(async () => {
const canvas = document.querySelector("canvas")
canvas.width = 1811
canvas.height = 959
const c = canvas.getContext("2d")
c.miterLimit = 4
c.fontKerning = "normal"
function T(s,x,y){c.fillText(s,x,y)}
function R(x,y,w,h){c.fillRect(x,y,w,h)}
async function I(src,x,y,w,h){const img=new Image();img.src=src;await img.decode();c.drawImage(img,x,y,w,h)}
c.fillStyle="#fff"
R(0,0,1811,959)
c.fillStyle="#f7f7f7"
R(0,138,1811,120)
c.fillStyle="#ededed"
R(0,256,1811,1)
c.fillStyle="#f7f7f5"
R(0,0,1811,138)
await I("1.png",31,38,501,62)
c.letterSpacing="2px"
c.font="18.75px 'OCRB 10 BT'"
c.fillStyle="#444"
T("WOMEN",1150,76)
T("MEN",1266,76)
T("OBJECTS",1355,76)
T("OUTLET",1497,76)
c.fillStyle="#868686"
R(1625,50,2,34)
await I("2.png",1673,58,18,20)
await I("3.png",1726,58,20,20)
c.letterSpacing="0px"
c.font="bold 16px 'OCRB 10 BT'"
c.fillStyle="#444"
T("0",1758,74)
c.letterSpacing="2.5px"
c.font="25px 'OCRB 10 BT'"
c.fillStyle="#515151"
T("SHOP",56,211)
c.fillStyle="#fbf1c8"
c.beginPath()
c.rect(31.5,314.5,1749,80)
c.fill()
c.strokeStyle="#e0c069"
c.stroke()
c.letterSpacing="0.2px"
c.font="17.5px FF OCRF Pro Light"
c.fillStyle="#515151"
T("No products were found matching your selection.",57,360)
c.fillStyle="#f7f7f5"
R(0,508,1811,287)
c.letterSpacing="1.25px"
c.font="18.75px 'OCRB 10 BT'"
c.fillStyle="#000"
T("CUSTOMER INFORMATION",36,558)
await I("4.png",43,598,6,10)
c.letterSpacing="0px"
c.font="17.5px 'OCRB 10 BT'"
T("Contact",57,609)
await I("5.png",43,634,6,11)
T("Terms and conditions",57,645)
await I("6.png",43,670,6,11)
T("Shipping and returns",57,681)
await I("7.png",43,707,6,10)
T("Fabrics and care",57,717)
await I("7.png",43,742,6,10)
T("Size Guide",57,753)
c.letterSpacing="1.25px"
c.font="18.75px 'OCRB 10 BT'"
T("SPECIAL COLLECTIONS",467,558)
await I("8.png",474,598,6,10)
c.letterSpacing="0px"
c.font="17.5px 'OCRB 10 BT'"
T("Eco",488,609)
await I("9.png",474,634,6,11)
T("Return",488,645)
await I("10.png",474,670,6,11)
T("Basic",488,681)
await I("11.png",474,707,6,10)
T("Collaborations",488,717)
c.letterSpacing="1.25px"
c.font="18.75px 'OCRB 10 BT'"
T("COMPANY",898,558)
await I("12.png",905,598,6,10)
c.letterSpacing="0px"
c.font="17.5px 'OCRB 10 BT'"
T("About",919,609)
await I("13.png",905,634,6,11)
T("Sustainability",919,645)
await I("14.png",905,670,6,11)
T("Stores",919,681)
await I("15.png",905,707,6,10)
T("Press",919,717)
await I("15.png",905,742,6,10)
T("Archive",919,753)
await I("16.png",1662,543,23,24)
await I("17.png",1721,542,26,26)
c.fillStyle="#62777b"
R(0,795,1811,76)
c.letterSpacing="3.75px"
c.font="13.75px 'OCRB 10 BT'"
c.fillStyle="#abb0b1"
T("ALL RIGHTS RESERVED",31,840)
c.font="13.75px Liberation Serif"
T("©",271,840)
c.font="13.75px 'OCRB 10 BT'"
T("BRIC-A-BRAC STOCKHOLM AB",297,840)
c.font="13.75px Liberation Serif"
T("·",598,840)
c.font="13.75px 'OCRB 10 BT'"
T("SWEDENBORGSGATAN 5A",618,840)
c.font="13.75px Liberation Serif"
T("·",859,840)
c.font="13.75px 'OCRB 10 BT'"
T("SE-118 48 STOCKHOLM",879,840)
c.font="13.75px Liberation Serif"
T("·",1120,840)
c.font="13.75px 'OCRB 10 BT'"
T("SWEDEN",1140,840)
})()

==

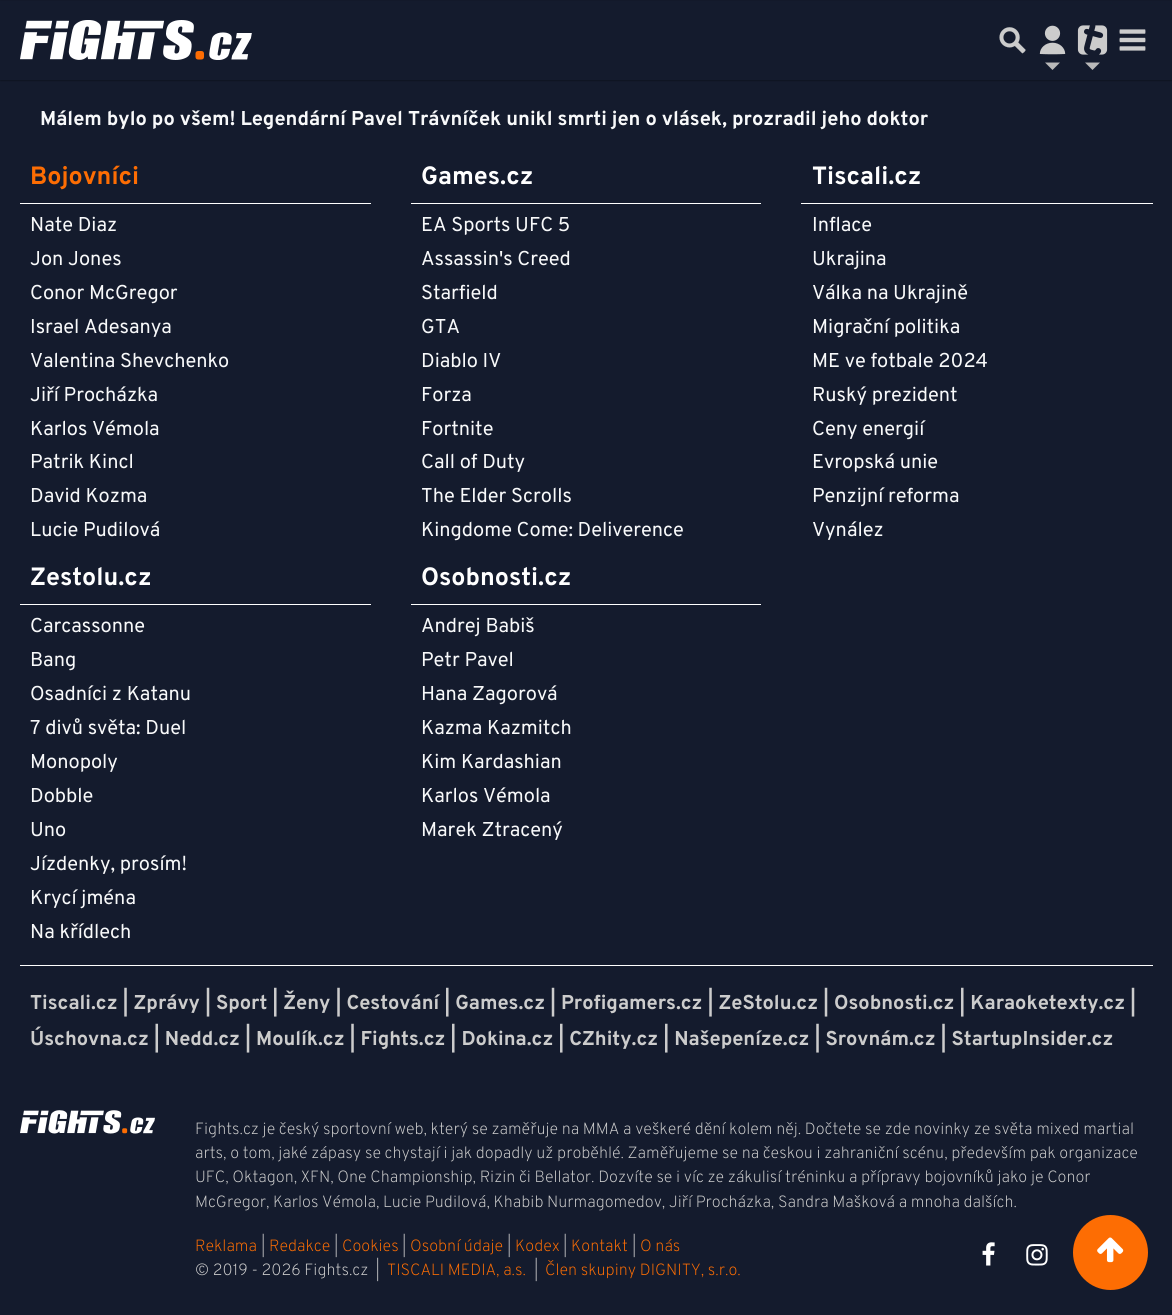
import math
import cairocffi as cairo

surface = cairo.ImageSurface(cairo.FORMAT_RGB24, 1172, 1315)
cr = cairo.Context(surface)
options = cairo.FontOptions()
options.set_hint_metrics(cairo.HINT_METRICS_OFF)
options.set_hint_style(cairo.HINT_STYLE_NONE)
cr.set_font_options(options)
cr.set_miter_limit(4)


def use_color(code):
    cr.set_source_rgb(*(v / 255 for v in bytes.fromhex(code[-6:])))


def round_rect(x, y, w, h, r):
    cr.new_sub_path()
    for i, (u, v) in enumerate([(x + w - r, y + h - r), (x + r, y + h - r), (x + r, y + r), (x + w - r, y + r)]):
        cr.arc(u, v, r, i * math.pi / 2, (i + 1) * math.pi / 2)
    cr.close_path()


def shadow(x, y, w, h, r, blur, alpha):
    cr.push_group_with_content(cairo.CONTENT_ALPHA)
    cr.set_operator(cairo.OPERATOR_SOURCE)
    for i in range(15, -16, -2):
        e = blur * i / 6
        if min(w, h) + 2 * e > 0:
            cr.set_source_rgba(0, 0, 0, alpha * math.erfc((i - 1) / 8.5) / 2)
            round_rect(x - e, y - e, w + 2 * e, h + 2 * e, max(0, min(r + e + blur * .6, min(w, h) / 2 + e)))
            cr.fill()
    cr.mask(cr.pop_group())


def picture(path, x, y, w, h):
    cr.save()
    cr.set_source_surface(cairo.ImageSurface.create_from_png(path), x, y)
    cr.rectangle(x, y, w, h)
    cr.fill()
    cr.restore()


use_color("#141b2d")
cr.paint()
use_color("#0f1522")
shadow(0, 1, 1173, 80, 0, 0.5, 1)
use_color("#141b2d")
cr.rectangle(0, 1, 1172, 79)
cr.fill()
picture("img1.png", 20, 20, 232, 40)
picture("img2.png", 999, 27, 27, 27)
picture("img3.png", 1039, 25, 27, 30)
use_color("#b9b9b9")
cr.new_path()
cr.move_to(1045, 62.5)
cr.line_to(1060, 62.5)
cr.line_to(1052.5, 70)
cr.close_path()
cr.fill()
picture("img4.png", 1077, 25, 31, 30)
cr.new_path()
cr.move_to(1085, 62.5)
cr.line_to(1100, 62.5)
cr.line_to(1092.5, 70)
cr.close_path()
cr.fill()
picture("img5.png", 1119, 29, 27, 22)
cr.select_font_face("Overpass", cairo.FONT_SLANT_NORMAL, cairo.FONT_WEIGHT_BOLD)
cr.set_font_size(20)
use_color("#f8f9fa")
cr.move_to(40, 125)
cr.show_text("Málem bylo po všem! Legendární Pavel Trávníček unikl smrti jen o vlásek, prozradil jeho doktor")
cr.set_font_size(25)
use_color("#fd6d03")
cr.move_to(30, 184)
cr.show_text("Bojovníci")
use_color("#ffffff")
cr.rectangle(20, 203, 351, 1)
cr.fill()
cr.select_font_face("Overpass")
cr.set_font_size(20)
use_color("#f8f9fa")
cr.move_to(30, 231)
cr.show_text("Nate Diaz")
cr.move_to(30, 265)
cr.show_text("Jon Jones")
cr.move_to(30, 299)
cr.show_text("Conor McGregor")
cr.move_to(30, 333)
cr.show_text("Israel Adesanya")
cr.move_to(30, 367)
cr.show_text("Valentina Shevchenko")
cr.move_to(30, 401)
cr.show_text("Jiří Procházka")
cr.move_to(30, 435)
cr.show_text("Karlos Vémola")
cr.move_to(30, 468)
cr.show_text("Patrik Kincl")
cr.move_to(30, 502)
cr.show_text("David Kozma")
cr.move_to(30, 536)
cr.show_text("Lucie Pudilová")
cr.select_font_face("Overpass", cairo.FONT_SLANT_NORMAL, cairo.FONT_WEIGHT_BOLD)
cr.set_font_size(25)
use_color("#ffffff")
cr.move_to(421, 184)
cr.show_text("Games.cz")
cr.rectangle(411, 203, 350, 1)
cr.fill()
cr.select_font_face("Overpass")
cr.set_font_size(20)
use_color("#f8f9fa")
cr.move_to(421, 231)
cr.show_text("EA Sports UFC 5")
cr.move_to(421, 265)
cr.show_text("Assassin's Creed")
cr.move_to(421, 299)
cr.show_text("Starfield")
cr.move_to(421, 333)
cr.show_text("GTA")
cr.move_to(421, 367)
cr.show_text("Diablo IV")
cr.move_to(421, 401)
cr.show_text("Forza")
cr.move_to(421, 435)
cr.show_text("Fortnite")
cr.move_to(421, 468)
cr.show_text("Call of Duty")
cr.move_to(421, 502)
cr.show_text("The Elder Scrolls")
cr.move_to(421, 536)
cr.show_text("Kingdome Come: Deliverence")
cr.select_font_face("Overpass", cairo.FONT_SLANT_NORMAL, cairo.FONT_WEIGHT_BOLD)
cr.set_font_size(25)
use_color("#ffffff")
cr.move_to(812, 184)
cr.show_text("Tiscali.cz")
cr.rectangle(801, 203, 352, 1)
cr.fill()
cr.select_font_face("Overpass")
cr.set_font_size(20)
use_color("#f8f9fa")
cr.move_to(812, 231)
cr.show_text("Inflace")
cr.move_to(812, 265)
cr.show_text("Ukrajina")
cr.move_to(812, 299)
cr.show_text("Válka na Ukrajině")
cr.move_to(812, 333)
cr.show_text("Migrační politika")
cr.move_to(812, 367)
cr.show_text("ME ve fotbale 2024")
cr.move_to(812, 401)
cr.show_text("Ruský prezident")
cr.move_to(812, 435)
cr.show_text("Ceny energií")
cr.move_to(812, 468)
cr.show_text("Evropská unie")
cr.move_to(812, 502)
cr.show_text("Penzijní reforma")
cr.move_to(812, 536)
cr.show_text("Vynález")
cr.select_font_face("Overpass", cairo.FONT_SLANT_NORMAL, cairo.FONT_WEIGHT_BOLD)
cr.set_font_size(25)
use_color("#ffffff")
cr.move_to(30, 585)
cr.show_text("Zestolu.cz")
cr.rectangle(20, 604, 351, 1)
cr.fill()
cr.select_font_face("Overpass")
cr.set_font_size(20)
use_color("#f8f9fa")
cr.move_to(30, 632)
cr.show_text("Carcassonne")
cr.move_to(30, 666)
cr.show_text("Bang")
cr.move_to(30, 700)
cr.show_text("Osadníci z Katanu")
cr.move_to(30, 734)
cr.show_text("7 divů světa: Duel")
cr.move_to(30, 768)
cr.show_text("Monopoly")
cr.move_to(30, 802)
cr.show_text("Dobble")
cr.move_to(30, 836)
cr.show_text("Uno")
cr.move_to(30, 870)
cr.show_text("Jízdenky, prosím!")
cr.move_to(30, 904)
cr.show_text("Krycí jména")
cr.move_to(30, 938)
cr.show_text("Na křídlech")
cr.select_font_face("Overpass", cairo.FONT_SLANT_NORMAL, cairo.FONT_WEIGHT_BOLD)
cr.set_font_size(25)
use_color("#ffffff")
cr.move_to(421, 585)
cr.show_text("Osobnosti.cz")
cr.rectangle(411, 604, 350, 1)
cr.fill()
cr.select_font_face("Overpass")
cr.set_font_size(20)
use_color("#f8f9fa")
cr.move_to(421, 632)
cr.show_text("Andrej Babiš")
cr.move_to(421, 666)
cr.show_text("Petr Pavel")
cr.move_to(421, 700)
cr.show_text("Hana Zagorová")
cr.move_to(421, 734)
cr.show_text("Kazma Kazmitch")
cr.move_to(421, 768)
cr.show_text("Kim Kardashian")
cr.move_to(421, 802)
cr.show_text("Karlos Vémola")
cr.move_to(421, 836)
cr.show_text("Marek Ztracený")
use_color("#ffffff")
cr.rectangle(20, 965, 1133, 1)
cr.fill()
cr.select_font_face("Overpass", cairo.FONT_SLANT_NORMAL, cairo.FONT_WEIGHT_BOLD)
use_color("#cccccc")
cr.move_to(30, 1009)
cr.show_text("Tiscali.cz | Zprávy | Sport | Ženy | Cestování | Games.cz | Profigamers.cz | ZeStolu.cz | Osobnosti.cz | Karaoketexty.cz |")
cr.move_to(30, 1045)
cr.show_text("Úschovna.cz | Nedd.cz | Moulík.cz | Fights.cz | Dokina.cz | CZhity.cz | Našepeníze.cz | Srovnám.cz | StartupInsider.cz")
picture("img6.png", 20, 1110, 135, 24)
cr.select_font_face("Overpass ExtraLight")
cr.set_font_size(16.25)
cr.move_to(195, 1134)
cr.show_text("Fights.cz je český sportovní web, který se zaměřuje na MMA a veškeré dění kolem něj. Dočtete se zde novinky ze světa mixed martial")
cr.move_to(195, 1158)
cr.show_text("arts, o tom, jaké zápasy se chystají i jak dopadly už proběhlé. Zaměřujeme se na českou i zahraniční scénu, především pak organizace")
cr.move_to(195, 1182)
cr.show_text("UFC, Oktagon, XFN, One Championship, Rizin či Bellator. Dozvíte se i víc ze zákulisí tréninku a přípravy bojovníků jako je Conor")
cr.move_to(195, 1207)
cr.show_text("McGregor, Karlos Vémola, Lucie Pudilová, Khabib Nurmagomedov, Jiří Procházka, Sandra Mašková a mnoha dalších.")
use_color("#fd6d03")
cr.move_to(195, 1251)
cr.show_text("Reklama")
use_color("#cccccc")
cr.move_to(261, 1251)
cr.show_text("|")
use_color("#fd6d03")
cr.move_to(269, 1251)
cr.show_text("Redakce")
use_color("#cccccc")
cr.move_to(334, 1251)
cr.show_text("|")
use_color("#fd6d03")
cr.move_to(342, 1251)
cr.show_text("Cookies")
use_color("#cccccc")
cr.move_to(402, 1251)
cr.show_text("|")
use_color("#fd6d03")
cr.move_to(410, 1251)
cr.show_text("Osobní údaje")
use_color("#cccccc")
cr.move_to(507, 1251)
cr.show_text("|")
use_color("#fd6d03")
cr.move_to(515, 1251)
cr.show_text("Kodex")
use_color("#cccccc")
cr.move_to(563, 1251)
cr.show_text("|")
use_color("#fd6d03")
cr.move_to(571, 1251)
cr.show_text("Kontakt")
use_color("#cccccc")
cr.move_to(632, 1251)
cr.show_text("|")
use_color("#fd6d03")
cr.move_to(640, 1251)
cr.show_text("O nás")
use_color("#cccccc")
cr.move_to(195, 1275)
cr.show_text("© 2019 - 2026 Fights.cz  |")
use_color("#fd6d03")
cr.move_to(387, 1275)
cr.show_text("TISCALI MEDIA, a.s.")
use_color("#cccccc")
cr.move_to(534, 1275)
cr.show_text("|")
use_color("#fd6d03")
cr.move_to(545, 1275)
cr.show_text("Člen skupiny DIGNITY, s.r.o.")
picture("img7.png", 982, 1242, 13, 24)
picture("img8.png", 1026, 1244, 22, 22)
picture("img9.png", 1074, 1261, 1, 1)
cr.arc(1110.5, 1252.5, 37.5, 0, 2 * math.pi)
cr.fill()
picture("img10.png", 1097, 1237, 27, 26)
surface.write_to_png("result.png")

» WORK ORDER
A single figure is the answer: the number of lines in the listing where "const" occurs.

» SOLUTION TO THIS TASK
3